Exercise brief —
Select every line containing the word "canvas" from the material, and copy those lines.

Material for this exercise —
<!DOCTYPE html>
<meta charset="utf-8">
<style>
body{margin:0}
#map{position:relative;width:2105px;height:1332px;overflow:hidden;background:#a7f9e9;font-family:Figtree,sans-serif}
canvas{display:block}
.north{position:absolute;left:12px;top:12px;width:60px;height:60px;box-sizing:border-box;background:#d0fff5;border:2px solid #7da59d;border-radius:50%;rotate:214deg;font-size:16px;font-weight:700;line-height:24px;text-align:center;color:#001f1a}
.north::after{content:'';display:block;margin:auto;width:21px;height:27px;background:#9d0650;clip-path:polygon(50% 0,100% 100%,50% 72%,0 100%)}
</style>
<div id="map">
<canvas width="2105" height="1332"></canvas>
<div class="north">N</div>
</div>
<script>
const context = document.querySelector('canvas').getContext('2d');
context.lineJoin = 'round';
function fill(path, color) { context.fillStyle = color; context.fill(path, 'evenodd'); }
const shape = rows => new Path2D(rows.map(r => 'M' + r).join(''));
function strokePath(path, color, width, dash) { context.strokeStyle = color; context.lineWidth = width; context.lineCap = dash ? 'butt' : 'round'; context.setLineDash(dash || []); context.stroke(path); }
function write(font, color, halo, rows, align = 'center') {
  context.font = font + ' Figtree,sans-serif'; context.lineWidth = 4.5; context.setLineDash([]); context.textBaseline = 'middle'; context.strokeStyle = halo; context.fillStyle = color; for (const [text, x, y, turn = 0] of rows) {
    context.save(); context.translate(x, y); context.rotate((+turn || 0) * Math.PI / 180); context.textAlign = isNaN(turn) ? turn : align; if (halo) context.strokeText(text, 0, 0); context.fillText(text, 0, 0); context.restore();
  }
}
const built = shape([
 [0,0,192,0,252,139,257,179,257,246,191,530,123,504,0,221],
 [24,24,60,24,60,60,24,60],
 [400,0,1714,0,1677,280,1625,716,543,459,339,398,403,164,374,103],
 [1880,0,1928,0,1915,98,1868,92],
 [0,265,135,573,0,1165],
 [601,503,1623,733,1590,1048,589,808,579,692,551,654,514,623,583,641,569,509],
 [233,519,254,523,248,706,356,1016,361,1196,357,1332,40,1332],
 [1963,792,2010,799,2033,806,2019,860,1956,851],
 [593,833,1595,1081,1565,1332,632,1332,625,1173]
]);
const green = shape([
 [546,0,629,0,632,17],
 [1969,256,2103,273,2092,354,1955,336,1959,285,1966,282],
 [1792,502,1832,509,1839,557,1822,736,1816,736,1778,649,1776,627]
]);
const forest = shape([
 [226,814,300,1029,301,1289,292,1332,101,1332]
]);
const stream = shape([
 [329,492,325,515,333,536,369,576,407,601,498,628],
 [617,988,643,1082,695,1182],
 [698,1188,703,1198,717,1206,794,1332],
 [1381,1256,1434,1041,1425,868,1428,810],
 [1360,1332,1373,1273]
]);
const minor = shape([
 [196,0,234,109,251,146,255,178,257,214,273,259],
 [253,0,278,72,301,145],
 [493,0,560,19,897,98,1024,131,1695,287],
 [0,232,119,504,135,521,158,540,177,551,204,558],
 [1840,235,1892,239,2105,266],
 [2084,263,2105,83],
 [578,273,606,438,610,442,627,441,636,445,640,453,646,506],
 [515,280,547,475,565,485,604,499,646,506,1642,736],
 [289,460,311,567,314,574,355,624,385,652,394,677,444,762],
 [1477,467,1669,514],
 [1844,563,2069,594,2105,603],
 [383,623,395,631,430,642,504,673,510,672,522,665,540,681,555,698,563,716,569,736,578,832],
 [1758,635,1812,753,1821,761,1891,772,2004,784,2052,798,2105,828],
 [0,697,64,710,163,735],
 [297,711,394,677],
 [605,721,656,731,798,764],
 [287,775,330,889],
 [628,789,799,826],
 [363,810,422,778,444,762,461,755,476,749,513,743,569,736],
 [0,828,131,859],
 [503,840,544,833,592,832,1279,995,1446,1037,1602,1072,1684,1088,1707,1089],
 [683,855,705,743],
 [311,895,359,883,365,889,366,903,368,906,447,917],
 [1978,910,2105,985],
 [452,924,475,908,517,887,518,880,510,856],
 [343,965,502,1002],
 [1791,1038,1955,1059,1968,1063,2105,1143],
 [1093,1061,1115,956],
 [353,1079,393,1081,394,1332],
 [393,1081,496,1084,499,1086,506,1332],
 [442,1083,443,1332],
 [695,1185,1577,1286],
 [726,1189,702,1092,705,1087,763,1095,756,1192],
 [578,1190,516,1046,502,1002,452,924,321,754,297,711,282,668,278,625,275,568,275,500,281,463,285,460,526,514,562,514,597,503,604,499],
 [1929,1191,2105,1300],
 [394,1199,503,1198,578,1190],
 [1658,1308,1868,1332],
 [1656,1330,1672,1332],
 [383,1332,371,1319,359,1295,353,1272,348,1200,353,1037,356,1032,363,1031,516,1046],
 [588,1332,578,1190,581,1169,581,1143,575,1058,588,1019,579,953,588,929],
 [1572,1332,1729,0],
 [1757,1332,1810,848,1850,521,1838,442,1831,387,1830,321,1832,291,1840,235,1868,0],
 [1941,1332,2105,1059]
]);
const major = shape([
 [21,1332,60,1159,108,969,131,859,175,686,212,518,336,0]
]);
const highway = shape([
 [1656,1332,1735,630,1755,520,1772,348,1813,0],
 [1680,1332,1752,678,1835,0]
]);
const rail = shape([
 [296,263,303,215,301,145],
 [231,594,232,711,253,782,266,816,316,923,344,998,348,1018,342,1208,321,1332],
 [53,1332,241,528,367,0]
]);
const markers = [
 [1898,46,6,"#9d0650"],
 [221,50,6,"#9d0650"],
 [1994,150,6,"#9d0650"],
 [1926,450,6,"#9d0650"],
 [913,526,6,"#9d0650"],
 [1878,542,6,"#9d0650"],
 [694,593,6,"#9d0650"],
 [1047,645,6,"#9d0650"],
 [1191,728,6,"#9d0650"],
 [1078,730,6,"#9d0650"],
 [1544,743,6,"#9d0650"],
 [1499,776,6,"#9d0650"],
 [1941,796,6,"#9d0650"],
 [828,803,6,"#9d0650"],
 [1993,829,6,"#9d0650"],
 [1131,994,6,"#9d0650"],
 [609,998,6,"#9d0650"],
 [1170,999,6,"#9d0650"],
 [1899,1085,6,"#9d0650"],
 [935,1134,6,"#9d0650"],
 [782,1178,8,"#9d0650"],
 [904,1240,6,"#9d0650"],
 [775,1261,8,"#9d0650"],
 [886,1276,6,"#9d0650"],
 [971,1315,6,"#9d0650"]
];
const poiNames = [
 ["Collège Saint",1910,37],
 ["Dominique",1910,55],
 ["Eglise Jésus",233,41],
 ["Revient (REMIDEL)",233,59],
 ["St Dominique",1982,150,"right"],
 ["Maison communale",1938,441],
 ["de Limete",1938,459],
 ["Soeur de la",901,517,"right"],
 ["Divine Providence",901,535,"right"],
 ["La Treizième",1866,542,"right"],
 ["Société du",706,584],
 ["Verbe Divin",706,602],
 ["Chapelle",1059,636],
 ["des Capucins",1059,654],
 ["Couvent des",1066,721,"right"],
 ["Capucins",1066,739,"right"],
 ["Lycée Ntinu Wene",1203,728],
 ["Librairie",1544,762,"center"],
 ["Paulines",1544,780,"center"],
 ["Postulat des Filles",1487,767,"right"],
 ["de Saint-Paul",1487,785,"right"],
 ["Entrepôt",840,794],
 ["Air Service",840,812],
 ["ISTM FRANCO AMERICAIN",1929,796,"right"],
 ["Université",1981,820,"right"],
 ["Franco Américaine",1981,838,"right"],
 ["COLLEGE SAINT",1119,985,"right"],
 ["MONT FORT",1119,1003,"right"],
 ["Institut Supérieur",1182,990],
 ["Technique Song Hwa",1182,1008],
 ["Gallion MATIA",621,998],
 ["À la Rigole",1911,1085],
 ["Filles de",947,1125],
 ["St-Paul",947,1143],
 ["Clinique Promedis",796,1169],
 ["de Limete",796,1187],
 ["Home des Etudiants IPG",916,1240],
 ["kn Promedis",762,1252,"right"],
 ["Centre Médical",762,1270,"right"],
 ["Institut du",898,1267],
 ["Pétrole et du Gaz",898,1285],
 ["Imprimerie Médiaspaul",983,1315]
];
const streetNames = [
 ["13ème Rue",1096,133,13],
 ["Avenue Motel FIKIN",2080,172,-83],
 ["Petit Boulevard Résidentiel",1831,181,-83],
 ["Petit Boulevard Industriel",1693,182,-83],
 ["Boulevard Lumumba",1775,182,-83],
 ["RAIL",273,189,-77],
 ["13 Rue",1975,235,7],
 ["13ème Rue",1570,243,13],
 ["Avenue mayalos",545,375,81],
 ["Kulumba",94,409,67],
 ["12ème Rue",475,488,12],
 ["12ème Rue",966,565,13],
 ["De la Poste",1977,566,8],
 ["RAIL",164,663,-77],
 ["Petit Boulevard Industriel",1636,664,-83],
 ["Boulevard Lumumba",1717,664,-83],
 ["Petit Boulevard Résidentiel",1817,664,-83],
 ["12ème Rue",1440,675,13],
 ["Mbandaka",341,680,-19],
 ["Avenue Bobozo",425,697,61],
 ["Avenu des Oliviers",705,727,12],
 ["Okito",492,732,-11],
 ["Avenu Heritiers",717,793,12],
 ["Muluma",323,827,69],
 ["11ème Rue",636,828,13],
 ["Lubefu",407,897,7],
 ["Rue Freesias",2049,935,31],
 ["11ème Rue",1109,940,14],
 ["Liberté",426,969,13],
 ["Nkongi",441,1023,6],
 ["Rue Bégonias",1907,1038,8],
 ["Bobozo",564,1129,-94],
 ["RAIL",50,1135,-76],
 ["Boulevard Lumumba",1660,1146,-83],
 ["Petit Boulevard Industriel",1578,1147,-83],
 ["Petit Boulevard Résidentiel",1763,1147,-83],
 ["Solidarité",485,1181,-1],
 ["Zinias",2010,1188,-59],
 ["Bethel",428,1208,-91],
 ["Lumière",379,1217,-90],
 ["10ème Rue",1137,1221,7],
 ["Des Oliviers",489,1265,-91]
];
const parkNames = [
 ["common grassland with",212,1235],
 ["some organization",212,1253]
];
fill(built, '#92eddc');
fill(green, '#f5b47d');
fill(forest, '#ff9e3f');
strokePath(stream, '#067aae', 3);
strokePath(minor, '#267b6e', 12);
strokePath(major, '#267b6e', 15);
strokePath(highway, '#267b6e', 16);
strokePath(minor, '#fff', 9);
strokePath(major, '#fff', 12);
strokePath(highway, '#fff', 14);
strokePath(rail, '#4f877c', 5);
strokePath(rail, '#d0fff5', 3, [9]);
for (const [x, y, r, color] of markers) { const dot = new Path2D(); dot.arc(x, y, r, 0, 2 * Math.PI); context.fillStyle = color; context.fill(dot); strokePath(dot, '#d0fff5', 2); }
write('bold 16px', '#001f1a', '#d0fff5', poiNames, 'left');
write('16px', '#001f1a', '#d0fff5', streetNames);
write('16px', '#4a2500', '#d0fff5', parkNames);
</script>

Answer below —
canvas{display:block}
<canvas width="2105" height="1332"></canvas>
const context = document.querySelector('canvas').getContext('2d');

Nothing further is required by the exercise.